[Collected data]

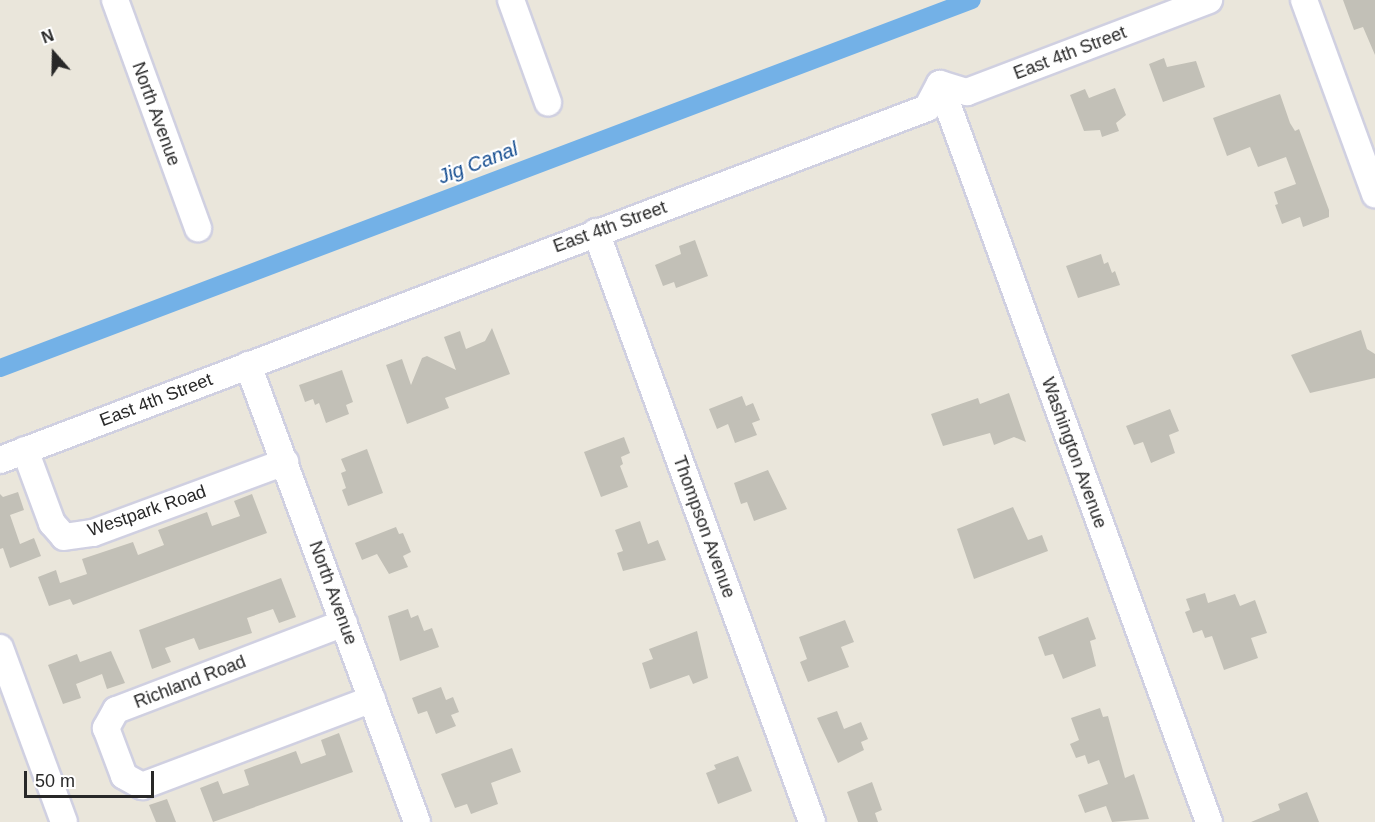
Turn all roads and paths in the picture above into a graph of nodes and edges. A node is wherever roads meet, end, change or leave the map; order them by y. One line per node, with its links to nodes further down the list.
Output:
1 (115, 0): 8 (street, North Avenue)
2 (511, 0): 6 (street)
3 (1209, 0): 5 (street, East 4th Street)
4 (1304, 0): 7 (street)
5 (940, 84): 9 (street, East 4th Street); 20 (street, Washington Avenue)
6 (548, 102)
7 (1375, 194)
8 (198, 228)
9 (596, 232): 10 (street, East 4th Street); 19 (street, Thompson Avenue)
10 (248, 364): 11 (street, East 4th Street); 13 (street, North Avenue)
11 (25, 450): 12 (street, East 4th Street); 13 (street, Westpark Road)
12 (0, 460)
13 (285, 462): 14 (street, North Avenue)
14 (344, 623): 16 (street, North Avenue); 16 (street, Richland Road)
15 (0, 648): 17 (street)
16 (372, 699): 18 (street, North Avenue)
17 (64, 822)
18 (417, 822)
19 (812, 822)
20 (1209, 822)

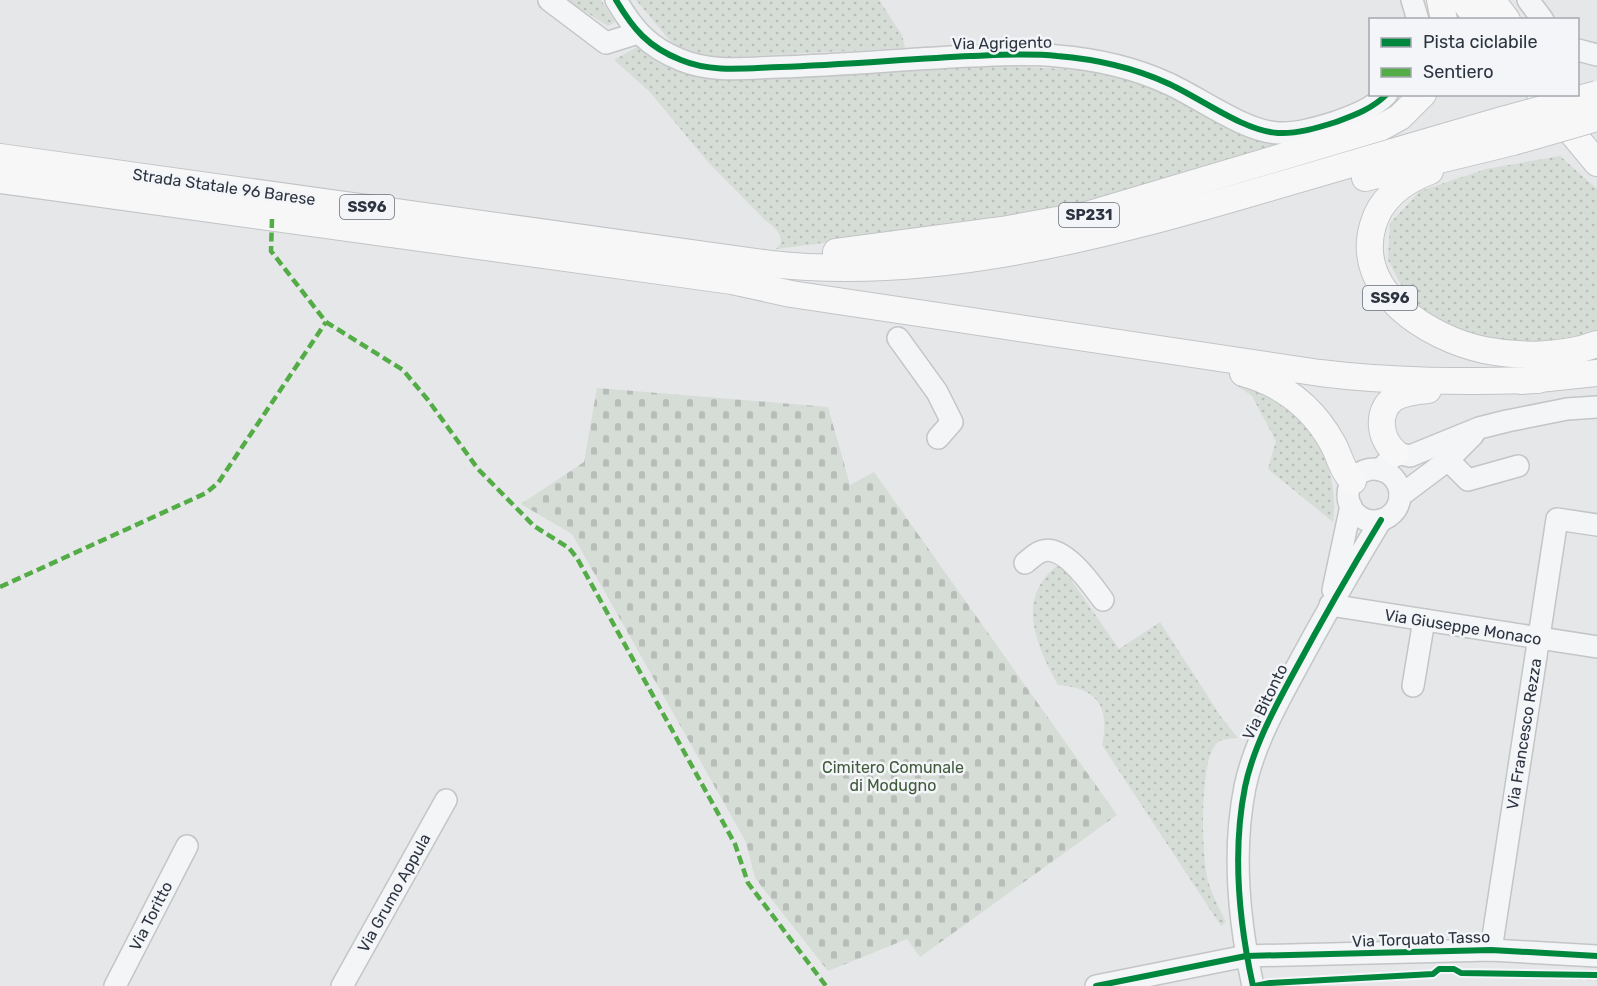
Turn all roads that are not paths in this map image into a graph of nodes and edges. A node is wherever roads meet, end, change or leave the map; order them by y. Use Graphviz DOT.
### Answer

▸ **Description of the task**
Apart from the images, please copy every line of the data exactly as written.

▸ **Your response**
Turn all roads and paths in the picture above into a graph of nodes and edges. A node is wherever roads meet, end, change or leave the map; order them by y. One line per node, with its links to nodes further down the list.
Output:
1 (115, 0): 8 (street, North Avenue)
2 (511, 0): 6 (street)
3 (1209, 0): 5 (street, East 4th Street)
4 (1304, 0): 7 (street)
5 (940, 84): 9 (street, East 4th Street); 20 (street, Washington Avenue)
6 (548, 102)
7 (1375, 194)
8 (198, 228)
9 (596, 232): 10 (street, East 4th Street); 19 (street, Thompson Avenue)
10 (248, 364): 11 (street, East 4th Street); 13 (street, North Avenue)
11 (25, 450): 12 (street, East 4th Street); 13 (street, Westpark Road)
12 (0, 460)
13 (285, 462): 14 (street, North Avenue)
14 (344, 623): 16 (street, North Avenue); 16 (street, Richland Road)
15 (0, 648): 17 (street)
16 (372, 699): 18 (street, North Avenue)
17 (64, 822)
18 (417, 822)
19 (812, 822)
20 (1209, 822)

Turn all roads that are not paths in this map image into a graph of nodes and edges. A node is wherever roads meet, end, change or leave the map; order them by y. Use Graphviz DOT.
### Answer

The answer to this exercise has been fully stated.